# WHAT THE TASK ASKS
Scan the listing and copy each line where the word "points" is present.

▶

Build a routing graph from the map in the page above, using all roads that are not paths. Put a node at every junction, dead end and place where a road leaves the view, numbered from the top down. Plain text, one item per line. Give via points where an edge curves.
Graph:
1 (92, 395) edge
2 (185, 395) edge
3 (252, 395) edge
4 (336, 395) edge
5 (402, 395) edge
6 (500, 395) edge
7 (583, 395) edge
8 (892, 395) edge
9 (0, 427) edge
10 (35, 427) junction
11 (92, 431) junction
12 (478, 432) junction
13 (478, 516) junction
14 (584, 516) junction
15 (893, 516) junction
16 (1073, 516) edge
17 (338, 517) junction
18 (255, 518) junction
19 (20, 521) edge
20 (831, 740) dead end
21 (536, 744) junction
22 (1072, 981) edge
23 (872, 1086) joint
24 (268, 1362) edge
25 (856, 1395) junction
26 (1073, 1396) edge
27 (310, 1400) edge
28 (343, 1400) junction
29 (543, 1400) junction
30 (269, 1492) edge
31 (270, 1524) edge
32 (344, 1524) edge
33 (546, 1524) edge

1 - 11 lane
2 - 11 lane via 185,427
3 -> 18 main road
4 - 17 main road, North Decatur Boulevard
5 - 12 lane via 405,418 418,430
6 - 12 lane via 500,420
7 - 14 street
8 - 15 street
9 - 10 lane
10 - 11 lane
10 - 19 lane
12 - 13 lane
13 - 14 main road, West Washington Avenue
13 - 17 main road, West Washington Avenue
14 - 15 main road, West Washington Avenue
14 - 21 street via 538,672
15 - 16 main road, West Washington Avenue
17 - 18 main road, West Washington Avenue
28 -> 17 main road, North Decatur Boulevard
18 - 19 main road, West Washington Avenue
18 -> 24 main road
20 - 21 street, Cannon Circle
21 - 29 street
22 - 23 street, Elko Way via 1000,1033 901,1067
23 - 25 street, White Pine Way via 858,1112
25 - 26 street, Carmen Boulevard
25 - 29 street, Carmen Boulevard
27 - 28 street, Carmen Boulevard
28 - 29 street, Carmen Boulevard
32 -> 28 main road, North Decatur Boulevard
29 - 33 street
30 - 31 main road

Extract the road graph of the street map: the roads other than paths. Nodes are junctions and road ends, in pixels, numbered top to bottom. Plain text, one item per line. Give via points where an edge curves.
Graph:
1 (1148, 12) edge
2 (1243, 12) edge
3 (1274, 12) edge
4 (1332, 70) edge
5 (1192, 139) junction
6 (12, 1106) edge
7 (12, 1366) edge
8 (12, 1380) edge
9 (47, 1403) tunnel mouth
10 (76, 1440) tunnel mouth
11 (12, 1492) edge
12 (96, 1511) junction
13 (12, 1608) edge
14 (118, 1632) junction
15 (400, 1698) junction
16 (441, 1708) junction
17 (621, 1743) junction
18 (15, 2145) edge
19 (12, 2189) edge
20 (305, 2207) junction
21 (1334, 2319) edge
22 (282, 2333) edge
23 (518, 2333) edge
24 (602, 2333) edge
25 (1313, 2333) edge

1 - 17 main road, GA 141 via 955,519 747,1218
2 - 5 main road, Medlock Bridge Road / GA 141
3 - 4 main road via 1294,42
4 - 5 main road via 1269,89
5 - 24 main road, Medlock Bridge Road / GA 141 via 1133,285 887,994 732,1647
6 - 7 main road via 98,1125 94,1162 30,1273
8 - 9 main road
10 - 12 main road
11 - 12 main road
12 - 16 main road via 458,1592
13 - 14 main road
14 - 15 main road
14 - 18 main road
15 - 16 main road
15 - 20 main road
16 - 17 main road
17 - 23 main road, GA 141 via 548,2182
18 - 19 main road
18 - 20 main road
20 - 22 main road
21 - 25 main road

◀

# WRITTEN REPLY
Build a routing graph from the map in the page above, using all roads that are not paths. Put a node at every junction, dead end and place where a road leaves the view, numbered from the top down. Plain text, one item per line. Give via points where an edge curves.
Extract the road graph of the street map: the roads other than paths. Nodes are junctions and road ends, in pixels, numbered top to bottom. Plain text, one item per line. Give via points where an edge curves.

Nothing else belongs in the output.